街上跑動的孩子們,也都穿上了新衣,稍富一些的,手裏帶着幾個銅板,出來買些糖人,果點之類,邊吃邊跑着玩。
家裏情況不太好的,便只能眼饞的看着,或者乾脆團着雪團玩。
雪團倒是北方孩子很喜歡玩的一種遊戲,無論是古代,還是現代,玩的花樣雖多,便是堆雪人,打雪仗這樣的經典,卻一直流行着。
宮裏自然也都鋪陳開了,各宮上下,打掃,收拾,好一統忙碌過後,四處都煥然一新。
凌甜甜上了幾個月的課,到了這天,也終於得到了休假的機會。
夫子向凌天成請旨以後,從臘月二十,給他放假到了正月末。
也就是說,凌甜甜小朋友的寒假生活,從這天就開始了。
他樂的不行,從太子宮裏一出來,就纏着莊思顏,一定要跟他住回凌霜閣來。
莊思顏被他纏的沒法,那肉乎乎的小爪子,一直拉着她的手,她要是坐下來,凌甜甜就會攀到她的脖子上。

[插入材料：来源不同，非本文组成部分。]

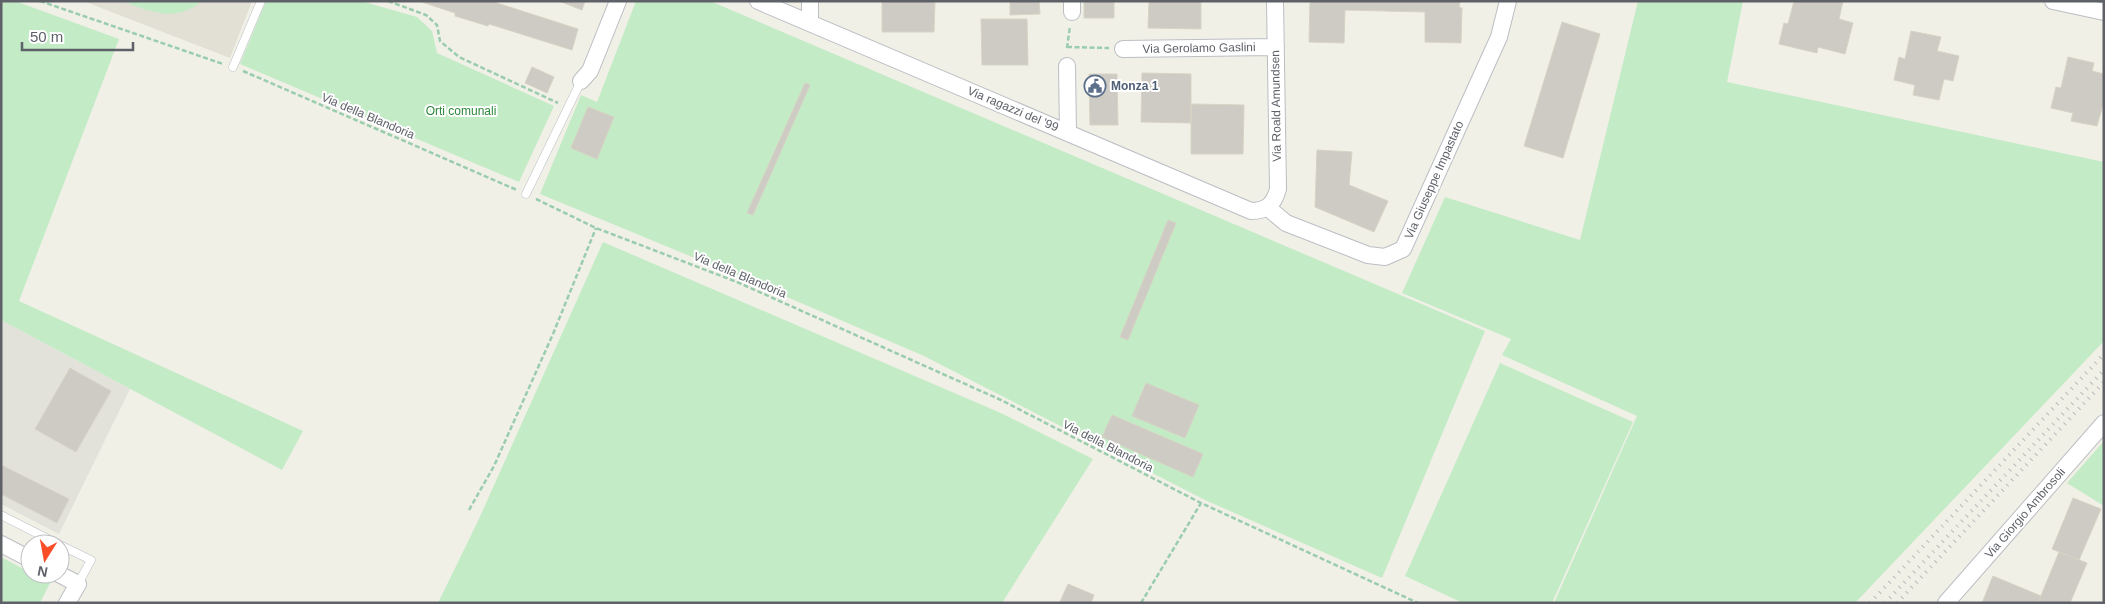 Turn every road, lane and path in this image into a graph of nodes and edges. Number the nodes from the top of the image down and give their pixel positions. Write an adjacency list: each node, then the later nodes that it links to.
1 (40, 1): 17 (path, Via della Blandoria)
2 (261, 1): 17 (lane)
3 (388, 1): 19 (path)
4 (618, 1): 18 (street)
5 (758, 1): 12 (street, Via ragazzi del '99)
6 (810, 1): 12 (street)
7 (1275, 1): 14 (street, Via Roald Amundsen)
8 (1508, 1): 22 (street, Via Giuseppe Impastato)
9 (2054, 1): 11 (street)
10 (1072, 7): 13 (path)
11 (2104, 12)
12 (810, 23): 20 (street, Via ragazzi del '99)
13 (1067, 47): 15 (path); 16 (path)
14 (1276, 47): 15 (street, Via Gerolamo Gaslini); 22 (street, Via Roald Amundsen)
15 (1123, 49)
16 (1068, 66): 20 (street)
17 (233, 67): 21 (path, Via della Blandoria)
18 (581, 82): 19 (lane)
19 (568, 108): 21 (lane)
20 (1068, 133): 22 (street, Via ragazzi del '99)
21 (526, 194): 23 (path, Via della Blandoria)
22 (1268, 208)
23 (596, 228): 25 (path, Via della Blandoria); 26 (path)
24 (2104, 423): 37 (street, Via Giorgio Ambrosoli)
25 (1201, 503): 35 (path); 36 (path, Via della Blandoria)
26 (469, 510)
27 (1, 515): 28 (lane)
28 (39, 534)
29 (1, 544): 31 (street)
30 (70, 550): 33 (lane)
31 (20, 554)
32 (70, 580): 33 (street)
33 (78, 584): 34 (street)
34 (67, 603)
35 (1141, 603)
36 (1418, 603)
37 (1946, 603)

本來也只有三四歲,就是什麼也不做,光是坐在那裏,就萌人一臉。
這麼撒嬌賣萌的,又是自己的親兒子,莊思顏實在擋不住,便同意了:「好,住進來了吧,不過你到了這兒,可得我的話哦!」
凌甜甜立馬從她身上跳下來,恭敬地行禮道:「孩兒自然是聽母后的話,無論是住在凌霜閣,還是太子府。」
一本正經的模樣,也把莊思顏樂的不行。
把凌甜甜安置好,母子二人正商量着是不是也出去玩會兒雪,就聽到平兒在外頭跟人說話。
不一會兒,她過來,把一封信交到了莊思顏的手裏。
才只看了一個封皮,莊思顏便已知道是什麼事,因為上面的字跡是胡芸的。
她一邊拆信,一邊吩咐平兒:「準備一下,我一會兒要出宮。」
平兒愣在那裏:「皇后娘娘,皇上午時要過來用膳,李公公早就過來傳過話了。」
「那你就再傳回去一次,我這裏有事,得出去一趟,晚上我們再一起吃吧。」
說着話,信已經展開。
胡芸要說的,果然是溫青那裏的事。
他們又觀察了幾天,發現米懷安幾乎每日都出去買藥,藥量雖然沒有那天他們看到的多,但也着實不小。
胡芸甚至在信里說,他們是不是想開藥房。
而莊思顏想到的一個問題,卻又跟她不一樣。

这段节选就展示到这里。